Now Midou really did bristle like a cat, which with his hair was impressive indeed. "What's that supposed to mean?"
Shido shrugged. "Nothing." If Midou wasn't going to acknowledge it aloud, Shido wasn't going to make him. Animals didn't need words to speak, and neither did humans, always. Ginji knew, whether or not Midou had ever told him, and for now that was enough.
But words did have their purposes. "Midou. I owe you something."
"An apology?" The blue-eyed man smirked.
Shido shook his head. Would that it were that simple... "No." And he bowed, more than just a nod, from the waist. "Thank you. For saving him."
"It's not like I did anything for you." Midou sounded irritated. Snappish, like a cornered fox. Scared.
"I know," Shido said, straightening up.
"I put up with you because you're Ginji's friend."
"The feeling is mutual."
"I gotta go. I just went out to pick up some smokes, if I don't get back soon Ginji'll do something stupid." He considered. "Actually it's probably too late for that."
"Ginji worries about his friends too much."
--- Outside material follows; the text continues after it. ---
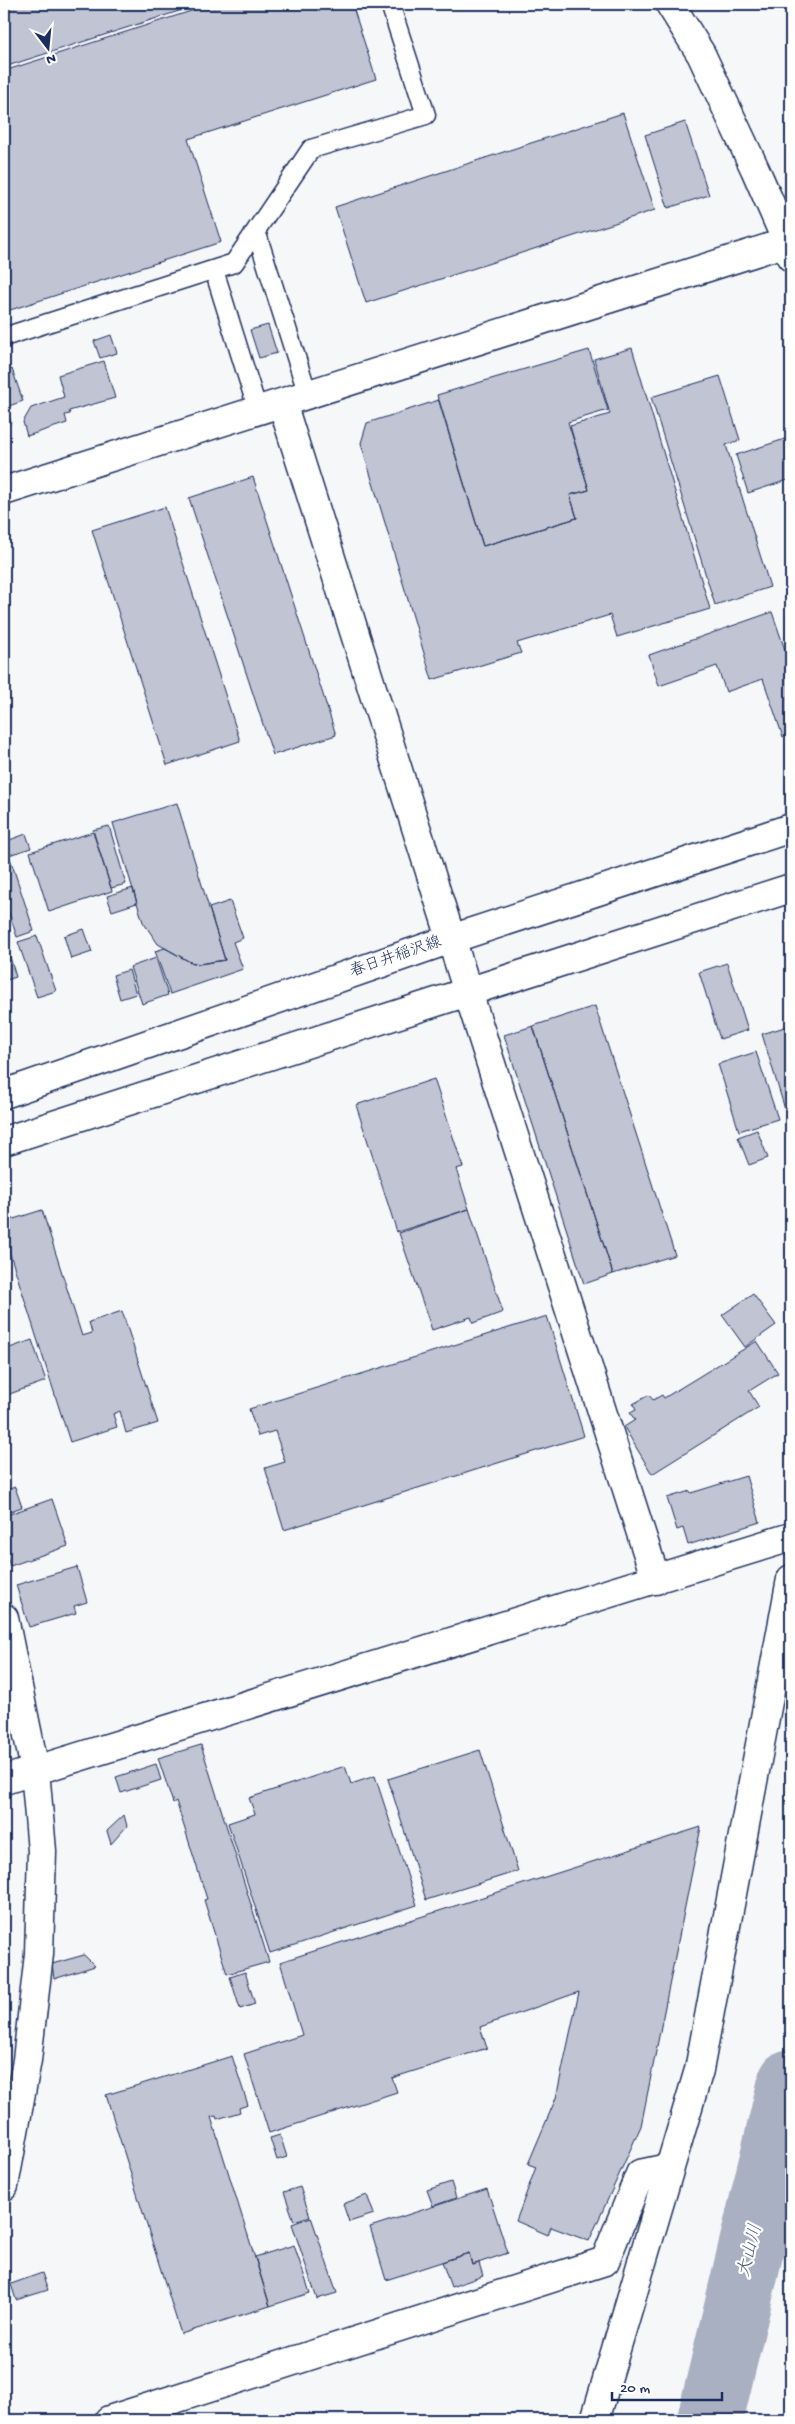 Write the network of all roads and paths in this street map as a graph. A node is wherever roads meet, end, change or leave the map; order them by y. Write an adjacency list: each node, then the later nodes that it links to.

"Now that I won't argue. The idiot."
"You do, too."
Midou, halfway down the pass, looked back. "You out to pick a fight tonight?"
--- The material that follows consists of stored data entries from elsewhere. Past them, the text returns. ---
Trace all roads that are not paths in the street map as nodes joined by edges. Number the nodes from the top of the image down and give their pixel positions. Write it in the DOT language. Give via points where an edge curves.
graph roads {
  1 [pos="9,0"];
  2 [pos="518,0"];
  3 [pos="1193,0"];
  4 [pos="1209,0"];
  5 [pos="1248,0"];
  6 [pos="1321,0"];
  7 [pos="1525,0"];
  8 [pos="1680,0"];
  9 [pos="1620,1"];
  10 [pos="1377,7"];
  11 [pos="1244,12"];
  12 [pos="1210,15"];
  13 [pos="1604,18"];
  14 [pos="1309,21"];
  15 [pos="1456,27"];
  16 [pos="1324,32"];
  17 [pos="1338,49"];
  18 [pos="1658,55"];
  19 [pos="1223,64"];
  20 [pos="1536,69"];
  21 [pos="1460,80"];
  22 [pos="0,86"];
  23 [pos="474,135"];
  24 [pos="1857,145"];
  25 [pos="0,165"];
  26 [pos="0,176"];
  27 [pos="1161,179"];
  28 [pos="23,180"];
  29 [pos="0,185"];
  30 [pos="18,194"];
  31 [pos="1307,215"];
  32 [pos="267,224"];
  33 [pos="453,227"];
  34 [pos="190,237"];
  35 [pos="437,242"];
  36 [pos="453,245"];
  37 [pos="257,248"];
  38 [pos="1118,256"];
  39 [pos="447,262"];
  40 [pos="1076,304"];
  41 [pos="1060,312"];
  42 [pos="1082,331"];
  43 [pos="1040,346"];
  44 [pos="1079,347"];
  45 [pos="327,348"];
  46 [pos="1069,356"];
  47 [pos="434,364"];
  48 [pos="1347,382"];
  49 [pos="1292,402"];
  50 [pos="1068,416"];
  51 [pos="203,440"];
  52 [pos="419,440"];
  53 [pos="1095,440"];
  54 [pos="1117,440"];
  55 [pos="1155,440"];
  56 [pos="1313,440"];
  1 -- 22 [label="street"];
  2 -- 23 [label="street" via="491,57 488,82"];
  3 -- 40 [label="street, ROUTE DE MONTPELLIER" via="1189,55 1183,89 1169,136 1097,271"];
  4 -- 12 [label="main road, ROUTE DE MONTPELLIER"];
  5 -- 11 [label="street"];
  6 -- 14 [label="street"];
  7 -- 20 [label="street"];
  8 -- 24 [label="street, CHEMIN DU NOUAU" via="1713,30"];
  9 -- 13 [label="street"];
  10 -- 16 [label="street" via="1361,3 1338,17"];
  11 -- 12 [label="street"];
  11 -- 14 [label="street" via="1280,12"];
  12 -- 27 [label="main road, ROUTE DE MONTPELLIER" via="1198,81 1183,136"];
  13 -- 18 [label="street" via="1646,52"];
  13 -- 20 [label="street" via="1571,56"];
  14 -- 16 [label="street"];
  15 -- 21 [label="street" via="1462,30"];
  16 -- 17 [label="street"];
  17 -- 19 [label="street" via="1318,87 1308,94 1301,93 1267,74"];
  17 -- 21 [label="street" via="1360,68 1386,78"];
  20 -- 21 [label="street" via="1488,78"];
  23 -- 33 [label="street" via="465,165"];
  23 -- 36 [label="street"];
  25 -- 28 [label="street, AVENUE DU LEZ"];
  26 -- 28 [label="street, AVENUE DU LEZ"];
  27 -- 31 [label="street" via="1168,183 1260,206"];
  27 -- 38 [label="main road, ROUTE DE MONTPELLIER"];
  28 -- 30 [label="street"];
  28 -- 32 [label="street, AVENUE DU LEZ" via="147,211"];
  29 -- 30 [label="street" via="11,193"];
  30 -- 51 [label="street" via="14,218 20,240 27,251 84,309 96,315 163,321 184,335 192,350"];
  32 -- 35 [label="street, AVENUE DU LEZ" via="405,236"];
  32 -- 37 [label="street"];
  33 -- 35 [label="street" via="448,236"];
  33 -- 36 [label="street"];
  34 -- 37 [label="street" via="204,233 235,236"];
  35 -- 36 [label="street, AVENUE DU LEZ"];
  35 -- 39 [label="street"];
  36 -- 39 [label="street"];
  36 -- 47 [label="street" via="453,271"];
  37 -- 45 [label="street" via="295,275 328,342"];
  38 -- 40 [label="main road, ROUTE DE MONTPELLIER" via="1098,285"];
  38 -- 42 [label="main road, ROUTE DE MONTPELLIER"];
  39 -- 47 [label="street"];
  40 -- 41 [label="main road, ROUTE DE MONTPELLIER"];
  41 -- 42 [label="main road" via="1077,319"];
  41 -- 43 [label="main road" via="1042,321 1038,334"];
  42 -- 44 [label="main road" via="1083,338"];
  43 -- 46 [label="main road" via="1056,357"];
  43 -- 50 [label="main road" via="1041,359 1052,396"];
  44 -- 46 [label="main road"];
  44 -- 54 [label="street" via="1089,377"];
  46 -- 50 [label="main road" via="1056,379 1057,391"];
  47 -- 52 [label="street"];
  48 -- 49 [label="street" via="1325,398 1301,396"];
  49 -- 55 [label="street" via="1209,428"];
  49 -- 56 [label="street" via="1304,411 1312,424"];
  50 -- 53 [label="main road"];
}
"In the Mugenjou, Ginji didn't tell us anything was wrong, because he didn't want us to worry," Shido said slowly. "He's learned better now, I think. But you haven't yet."
Midou turned away again, but his back was rigid as a pointer's. Still listening.
"It can be painful, to see you've upset someone. But sometimes it hurts more if you hide it. He's not as oblivious as he seems, Midou. And he's a lot stronger."
"I know." Midou's whisper was so soft Shido wasn't sure he heard it at all. "I'll try."
Then his hand came up in a jaunty wave, and he said over his shoulder, cheerfully, as he strode down the stairs, "'Evening, monkey man. See you later."
"See you," Shido replied, and turned away from the Mugenjou.